In the data below, which lines hold the word "dead"? Copy them.

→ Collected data

◇ ◇ ◇ ◇ ◇

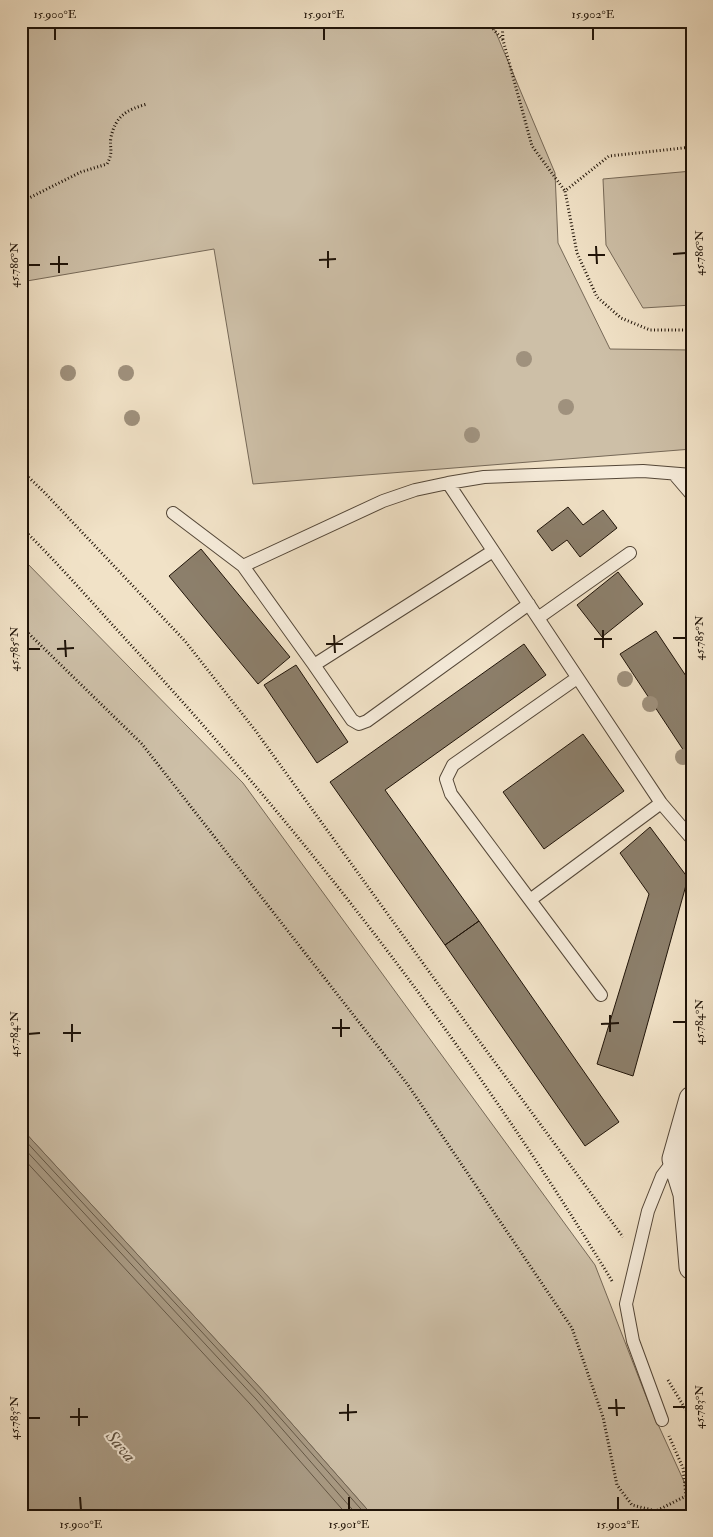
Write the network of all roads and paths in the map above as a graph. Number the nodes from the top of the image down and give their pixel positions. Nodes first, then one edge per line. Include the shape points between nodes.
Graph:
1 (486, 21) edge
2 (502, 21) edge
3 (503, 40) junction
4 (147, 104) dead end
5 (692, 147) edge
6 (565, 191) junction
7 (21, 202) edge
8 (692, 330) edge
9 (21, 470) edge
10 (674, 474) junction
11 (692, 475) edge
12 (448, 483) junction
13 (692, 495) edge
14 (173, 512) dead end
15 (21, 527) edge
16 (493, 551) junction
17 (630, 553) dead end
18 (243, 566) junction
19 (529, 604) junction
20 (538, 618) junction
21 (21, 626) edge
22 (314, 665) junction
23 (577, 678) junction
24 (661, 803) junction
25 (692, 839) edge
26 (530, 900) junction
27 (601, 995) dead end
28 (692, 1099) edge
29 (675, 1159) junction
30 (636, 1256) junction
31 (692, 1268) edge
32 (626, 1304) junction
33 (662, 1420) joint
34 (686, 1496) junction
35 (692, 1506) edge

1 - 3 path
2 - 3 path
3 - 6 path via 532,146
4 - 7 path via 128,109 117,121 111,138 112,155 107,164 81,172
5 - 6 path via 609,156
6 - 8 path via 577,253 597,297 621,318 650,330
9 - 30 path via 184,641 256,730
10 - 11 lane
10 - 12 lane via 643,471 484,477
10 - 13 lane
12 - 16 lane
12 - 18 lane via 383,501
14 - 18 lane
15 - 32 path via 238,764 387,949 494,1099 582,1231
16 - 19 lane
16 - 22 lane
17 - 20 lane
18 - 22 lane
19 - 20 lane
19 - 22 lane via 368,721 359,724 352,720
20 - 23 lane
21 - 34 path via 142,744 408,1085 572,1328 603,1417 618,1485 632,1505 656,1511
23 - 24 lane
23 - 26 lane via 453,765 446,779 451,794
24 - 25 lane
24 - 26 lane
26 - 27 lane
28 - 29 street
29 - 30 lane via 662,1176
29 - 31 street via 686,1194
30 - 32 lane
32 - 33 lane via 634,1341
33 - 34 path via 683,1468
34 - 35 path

◇ ◇ ◇ ◇ ◇

→ Reply to the exercise
4 (147, 104) dead end
14 (173, 512) dead end
17 (630, 553) dead end
27 (601, 995) dead end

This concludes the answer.